Per avere una testimonianza diretta di quanto avviene e cercare di capirne le cause abbiamo parlato con la Dott.ssa Giovanna Bandini, Restauratore Direttore Coordinatore del Settore Restauro I, Soprintendenza Speciale per i Beni Archeologici di Roma, Museo delle Terme di Diocleziano.
A quanto ci risulta ci sono molti reperti nei magazzini che non riescono ad esser restaurati; questa situazione corrisponde al vero?
“Si è vero, sono numerosissimi i reperti che attendono di essere restaurati ed è davvero complesso, anzi difficile fare un computo di questi anche in considerazione dei numerosi depositi dove questi vengono posizionati.”
Da cosa dipende questa carenza?
“I problemi del Settore Restauro della Soprintendenza Speciale per i Beni Archeologici di Roma sono molteplici. Iniziamo con il dire che, in generale, i fondi assegnati per le cosiddette ‘spese di funzionamento’ o ‘spese correnti’ (cioè per acquistare attrezzature e materiali necessari all’ attività dei restauratori ‘interni’ all’Amministrazione) risulterebbero bastevoli. I problemi sono altri, cioè la non disponibilità di fondi per restaurare opere, dato che il personale interno non riesce a compiere questo lavoro per via della sua insufficienza numerica rispetto alle necessità effettive.”
Da quanto tempo va avanti questa situazione?
“Negli anni precedenti il 2009, il Settore Restauro I aveva ricevuto mediamente dai 35.000-50.000 ai 100.000 euro per svolgimento dell’attività ed interventi di conservazione da compiersi su ‘reperti mobili’ e da assegnare a imprese o a ditte di restauro ‘esterne’ all’Amministrazione e cioè nei casi in cui il personale ‘interno’ non potesse intervenire in ‘amministrazione diretta’ (poiché numericamente insufficiente). Finanziamenti non di certo bastevoli ma almeno era qualcosa…. Nel 2009 non è stato attribuito al settore alcun stanziamento di fondi. Per suo verso, quest’anno, tutto è in sospeso poiché siamo ancora in attesa della definizione del ‘Bilancio di previsione’ per l’anno in corso (2010), definizione del Bilancio che è a cura dell’Ufficio Bilancio e Programmazione interno alla Soprintendenza il quale ancora non ha deliberato nulla.
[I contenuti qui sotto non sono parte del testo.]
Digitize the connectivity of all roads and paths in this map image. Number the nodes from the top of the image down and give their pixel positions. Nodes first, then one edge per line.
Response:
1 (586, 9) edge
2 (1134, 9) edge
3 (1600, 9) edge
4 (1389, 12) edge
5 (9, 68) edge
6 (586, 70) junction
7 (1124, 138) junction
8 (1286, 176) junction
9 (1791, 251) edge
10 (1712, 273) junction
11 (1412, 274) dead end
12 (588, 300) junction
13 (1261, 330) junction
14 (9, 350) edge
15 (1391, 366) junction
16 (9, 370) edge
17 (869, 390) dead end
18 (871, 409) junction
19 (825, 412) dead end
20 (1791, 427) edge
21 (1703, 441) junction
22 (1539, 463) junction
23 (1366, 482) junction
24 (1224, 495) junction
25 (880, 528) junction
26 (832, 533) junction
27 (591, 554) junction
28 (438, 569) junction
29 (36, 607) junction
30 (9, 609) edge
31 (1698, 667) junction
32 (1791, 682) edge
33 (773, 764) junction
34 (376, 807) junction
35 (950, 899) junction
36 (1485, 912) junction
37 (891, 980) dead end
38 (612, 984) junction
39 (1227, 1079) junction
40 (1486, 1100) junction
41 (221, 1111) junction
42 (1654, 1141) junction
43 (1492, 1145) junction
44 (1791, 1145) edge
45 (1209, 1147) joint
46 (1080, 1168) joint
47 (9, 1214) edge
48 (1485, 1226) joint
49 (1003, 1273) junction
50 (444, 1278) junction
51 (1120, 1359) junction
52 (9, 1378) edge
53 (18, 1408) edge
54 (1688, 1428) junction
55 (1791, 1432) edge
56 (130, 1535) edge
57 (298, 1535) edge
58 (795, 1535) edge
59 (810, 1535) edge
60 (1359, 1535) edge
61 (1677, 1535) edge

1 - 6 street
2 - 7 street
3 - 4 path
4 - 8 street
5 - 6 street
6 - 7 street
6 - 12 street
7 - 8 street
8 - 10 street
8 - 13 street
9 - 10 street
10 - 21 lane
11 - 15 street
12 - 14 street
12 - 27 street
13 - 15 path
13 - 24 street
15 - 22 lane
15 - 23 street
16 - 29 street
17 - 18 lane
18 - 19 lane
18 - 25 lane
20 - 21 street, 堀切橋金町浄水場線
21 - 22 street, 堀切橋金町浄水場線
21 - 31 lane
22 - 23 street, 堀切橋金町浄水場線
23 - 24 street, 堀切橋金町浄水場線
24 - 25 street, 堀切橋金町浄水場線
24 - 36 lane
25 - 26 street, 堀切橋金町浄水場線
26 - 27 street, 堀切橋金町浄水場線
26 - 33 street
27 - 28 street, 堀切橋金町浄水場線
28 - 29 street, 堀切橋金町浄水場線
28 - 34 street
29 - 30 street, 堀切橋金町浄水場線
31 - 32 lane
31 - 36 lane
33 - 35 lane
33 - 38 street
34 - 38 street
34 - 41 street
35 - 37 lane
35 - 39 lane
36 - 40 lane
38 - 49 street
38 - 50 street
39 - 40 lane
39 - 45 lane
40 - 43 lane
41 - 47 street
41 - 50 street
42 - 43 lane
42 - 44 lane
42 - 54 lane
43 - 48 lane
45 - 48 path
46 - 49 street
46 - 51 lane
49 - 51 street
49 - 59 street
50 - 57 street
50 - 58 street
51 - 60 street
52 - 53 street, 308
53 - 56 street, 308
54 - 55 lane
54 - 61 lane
E siamo già a marzo inoltrato!”
I tagli non c’entrano: colpa della gestione interna
La vostra Soprintendenza in quale misura dipende dai fondi statali?
“La nostra Soprintendenza è un organismo ‘autonomo’, cioè con gestione finanziaria autonoma. Infatti è chiamata Soprintendenza Speciale per i Beni Archeologici di Roma, dove per speciale si intende ‘gestione’ finanziaria autonoma e non dipendente direttamente dall’organo centrale che è il Ministero dei Beni Culturali. I tagli imposti dal Ministero incidono e molto ma non in misura così drammatica come in altre Soprintendenze periferiche, semmai è il tipo di ‘gestione interna’ che risulta determinante, ovverosia la ‘Commissione Bilancio e Programmazione’, l’Ufficio Amministrativo e, soprattutto, il ‘Consiglio di Amministrazione’ interno sono gli organismi che agiscono per la determinazione dei finanziamenti da attribuire ai singoli Settori/Servizi, o Monumenti, oppure Sedi Museali, od anche siti archeologici.”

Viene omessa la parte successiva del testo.